As a full certified member of NACHI, you have agreed to be bound by the Code of Ethics. See the following:

"The InterNACHI member shall not perform or offer to perform, for an additional fee, any repairs or repair-associated services to structure on which the member or member’s company has prepared a home inspection report, for a period of 12 months. This provision shall not include services to components and/or systems which are not included in the InterNACHI standards of practice. "

I think that the above section is clear with respect to repair work by inspectors.

Steve,

I am aware of the code of ethics I just do not agree with them and hope things stay the way the state is trying to by calling for no work untill after closing.

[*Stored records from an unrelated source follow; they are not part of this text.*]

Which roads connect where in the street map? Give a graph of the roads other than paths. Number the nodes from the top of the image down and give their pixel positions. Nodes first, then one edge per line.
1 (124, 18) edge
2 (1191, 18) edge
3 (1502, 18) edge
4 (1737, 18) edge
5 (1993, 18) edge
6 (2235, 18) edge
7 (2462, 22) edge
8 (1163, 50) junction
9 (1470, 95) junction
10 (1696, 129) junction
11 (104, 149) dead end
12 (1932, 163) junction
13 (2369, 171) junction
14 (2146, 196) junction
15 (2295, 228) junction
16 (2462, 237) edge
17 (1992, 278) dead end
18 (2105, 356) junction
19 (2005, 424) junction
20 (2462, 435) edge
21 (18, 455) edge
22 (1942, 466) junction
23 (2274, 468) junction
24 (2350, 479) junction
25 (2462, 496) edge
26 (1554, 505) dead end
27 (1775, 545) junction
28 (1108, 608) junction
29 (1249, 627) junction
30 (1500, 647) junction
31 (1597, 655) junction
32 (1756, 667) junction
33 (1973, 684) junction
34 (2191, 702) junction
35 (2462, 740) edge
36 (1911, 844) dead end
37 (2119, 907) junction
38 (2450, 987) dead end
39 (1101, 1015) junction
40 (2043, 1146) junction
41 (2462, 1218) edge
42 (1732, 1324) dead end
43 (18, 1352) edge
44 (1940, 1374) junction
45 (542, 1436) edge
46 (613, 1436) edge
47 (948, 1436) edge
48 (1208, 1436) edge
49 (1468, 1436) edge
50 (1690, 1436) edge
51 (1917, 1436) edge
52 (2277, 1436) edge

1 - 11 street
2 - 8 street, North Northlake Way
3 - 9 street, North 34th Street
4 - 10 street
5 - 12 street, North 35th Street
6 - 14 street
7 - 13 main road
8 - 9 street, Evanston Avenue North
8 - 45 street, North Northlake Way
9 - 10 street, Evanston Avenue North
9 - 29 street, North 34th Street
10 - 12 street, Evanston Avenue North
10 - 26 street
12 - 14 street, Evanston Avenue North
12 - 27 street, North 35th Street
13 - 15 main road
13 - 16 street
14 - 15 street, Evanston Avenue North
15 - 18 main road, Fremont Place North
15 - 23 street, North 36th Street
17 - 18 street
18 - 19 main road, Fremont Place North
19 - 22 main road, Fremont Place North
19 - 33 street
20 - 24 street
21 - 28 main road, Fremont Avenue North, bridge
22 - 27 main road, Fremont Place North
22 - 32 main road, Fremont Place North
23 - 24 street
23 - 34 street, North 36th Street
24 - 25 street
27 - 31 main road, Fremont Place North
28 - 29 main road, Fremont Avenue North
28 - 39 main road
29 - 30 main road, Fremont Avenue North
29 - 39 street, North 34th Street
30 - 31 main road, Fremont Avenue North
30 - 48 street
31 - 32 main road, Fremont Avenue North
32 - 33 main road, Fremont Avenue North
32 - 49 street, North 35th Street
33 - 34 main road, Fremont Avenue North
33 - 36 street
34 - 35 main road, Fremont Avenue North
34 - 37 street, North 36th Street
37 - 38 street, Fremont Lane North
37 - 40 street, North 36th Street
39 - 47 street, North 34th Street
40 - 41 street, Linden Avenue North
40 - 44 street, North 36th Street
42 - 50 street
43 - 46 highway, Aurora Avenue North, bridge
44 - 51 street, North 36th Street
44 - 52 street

I am aware as a member of Internachi I will not be able to do anything that is against the code of ethics but I do want my opinion heard.

Nick,
How will they be verifing how many inspections we have done and will any type of home inspection count? “4 point, wind mitigation, citizens roof condition, etc…”

Hi Nick, around Tampa yes, around Tallahassee no. I’m generaly not considered “PC” enough for that town :wink:

Regards

Gerry

Can i inspect something after i’ve done the work as opposed to doing the work after i’ve inspected?

Gerry, I’ll call you from Tallahassee tomorrow. I should be on the ground through Friday afternoon.